Lamborn will stay on ballot, judge rules; appeal planned
Author: Ernest Luning - April 10, 2018 - Updated: April 11, 2018


U.S. Rep. Doug Lamborn will stay on the Republican primary ballot, a Denver District Court judge ordered Tuesday afternoon in a lawsuit that sought to invalidate hundreds of signatures gathered on the six-term incumbent’s nominating petitions.
But an attorney for the group of GOP voters who sued to remove Lamborn from the ballot said he plans to appeal the ruling to the Colorado Supreme Court by Friday.
As it stands, Lamborn, R-Colorado Springs, faces two primary challengers — El Paso County Commissioner Darryl Glenn, who qualified for the ballot by petition, and state Sen. Owen Hill, R-Colorado Springs, who won the unanimous support of Republican delegates to the 5th District Assembly at the end of March.
Colorado Secretary of State Wayne Williams had declared that Lamborn had submitted 1,269 valid signatures — more than the 1,000 required for a spot on the June 26 primary ballot. But five El Paso County Republicans filed a lawsuit last week claiming that nearly 700 of the signatures approved by Williams’ staff were gathered by circulators who registered to vote in the state in order to work on the petition drive, as the law requires, but lacked “any real connection to Colorado” and weren’t residents.
In a bench ruling issued after nearly three hours of testimony, Judge Brian Whitney threw out 58 signatures gathered by one of the circulators, Jeffrey Carter, saying he didn’t qualify as a resident. But he let the other challenged signatures stand, leaving Lamborn with 1,211 signatures.
“The Lamborn campaign didn’t do anything wrong,” Ryan Call, a former state GOP chairman and an attorney representing Lamborn, told reporters after the ruling. “The voters will get to decide whether Doug Lamborn returns to Congress, not lawyers and judges.”
Lamborn wasn’t named in the original lawsuit, which challenged the ruling made by the secretary of state’s office placing Lamborn on the ballot, but he was allowed to intervene Tuesday.
Another Republican candidate who hired the same firm to gather petition signatures, gubernatorial hopeful Walker Stapleton, had also asked to join the case because he hired the same firm as Lamborn to conduct his successful petition drive — Colorado Springs-based Kennedy Enterprises — but his attorneys withdrew that request Tuesday morning.
Later, Stapleton announced he was asking Williams to reject his petitions and would seek the nomination at Saturday’s state GOP assembly.
Michael Francisco, the Colorado Springs attorney representing the plaintiffs, told Colorado Politics he looked forward to asking the Supreme Court to decide questions surrounding the state’s residency rules.

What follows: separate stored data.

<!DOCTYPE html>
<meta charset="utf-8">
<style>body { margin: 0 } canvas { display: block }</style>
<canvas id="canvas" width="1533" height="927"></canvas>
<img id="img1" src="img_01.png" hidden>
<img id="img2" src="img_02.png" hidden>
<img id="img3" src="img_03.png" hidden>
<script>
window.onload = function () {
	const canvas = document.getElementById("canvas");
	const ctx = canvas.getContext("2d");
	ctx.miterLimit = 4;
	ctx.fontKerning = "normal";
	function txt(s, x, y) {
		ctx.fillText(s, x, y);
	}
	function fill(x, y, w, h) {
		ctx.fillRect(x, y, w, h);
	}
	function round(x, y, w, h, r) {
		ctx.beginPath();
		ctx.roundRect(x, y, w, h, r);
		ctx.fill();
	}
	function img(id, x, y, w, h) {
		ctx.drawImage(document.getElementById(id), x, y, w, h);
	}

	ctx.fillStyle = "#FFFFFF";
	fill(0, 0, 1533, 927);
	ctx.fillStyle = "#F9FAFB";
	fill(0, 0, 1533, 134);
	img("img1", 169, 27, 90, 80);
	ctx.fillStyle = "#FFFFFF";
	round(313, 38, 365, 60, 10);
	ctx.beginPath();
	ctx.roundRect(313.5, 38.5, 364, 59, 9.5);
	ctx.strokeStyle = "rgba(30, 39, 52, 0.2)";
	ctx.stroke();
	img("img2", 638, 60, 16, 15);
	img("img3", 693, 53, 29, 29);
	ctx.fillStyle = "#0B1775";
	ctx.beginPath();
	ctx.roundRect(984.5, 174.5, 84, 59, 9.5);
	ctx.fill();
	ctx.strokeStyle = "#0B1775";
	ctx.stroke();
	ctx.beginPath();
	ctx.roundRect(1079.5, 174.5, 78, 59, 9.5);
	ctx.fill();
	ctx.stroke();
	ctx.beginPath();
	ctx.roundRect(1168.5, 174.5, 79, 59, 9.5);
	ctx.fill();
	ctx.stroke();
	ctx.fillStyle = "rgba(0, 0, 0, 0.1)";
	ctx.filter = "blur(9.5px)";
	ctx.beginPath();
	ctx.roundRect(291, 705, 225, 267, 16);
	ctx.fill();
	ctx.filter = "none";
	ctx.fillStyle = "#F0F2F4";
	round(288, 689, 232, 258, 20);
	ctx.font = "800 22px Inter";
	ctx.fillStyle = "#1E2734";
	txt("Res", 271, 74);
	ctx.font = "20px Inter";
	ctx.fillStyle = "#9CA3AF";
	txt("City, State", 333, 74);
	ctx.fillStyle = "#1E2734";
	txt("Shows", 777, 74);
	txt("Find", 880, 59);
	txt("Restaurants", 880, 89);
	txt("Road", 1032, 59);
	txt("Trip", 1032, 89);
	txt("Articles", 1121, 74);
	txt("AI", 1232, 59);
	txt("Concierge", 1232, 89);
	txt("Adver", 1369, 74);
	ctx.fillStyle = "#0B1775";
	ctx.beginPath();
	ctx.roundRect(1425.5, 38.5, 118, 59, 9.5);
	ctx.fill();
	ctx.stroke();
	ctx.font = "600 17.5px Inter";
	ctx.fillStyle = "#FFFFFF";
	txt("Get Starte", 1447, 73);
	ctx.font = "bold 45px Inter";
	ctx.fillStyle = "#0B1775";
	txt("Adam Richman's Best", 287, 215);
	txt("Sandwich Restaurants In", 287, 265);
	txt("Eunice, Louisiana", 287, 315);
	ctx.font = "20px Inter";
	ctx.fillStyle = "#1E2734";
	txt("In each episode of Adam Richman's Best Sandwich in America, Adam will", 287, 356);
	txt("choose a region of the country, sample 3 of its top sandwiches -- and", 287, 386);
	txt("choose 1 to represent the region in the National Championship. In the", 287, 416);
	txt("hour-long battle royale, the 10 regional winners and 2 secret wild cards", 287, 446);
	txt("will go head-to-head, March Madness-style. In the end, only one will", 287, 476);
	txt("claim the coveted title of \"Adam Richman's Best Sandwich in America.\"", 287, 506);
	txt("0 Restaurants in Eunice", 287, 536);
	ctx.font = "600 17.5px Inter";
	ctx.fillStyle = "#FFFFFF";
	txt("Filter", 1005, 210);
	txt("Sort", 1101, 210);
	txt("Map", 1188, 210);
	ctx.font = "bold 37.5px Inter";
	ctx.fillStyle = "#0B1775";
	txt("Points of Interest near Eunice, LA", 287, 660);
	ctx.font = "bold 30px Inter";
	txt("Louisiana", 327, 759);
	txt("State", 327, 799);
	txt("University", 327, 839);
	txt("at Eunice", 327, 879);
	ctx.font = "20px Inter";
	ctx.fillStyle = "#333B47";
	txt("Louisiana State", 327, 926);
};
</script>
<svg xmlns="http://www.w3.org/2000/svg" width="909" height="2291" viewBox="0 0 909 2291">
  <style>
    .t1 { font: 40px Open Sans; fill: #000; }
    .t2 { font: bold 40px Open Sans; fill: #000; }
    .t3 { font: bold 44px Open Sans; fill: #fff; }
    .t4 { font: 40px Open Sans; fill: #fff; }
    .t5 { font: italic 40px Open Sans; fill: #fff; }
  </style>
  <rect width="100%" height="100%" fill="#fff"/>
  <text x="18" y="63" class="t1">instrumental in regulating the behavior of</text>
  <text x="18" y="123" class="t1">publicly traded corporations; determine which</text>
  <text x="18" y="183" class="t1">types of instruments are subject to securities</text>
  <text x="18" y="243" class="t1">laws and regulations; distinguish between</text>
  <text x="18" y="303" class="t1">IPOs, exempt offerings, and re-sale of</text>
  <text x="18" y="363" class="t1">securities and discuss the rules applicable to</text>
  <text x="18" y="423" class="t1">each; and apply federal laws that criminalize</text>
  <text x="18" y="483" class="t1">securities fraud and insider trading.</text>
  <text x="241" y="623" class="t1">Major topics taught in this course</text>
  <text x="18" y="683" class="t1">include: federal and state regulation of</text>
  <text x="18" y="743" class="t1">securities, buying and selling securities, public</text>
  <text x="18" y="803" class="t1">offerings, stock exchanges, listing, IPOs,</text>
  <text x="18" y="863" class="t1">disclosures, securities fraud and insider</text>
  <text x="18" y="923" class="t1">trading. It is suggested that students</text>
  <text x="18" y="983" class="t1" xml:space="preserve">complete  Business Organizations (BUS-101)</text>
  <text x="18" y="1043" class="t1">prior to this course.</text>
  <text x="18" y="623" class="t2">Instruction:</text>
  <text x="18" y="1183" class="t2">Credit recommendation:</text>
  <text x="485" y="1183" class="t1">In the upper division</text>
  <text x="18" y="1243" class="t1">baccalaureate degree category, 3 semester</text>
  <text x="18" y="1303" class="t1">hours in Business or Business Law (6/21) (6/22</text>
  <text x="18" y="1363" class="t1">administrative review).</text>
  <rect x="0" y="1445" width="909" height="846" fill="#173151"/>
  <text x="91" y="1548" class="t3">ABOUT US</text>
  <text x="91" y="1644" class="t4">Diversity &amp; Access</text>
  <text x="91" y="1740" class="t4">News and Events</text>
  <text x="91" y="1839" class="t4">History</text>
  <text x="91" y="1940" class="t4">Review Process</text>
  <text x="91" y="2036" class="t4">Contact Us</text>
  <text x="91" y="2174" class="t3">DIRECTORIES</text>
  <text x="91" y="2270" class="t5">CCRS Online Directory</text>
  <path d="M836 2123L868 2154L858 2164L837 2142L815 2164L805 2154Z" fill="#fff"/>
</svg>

“Many of the circulators used by the Lamborn campaign were not properly residents and were not registered to vote,” he said in closing remarks.
Francisco argued that candidates who could hire firms to gather signatures without regard to following the rules put their opponents at a disadvantage. “The issue is, did you follow the rules getting on the ballot in a contested primary race?”
Petition circulators often hire temporary workers, many of whom travel from state to state working petition drives. According to testimony offered by five circulators for the Lamborn campaign, however, they all intended to become Colorado residents when they moved to the state earlier this year and started their jobs.
One of the circulators, who owns a home in California and testified in a phone call, said he named one of his sons “Breck” because he was fond of Breckenridge, the iconic Colorado mountain town — demonstrating his connection to the state even while he spent most of his time with his family in California.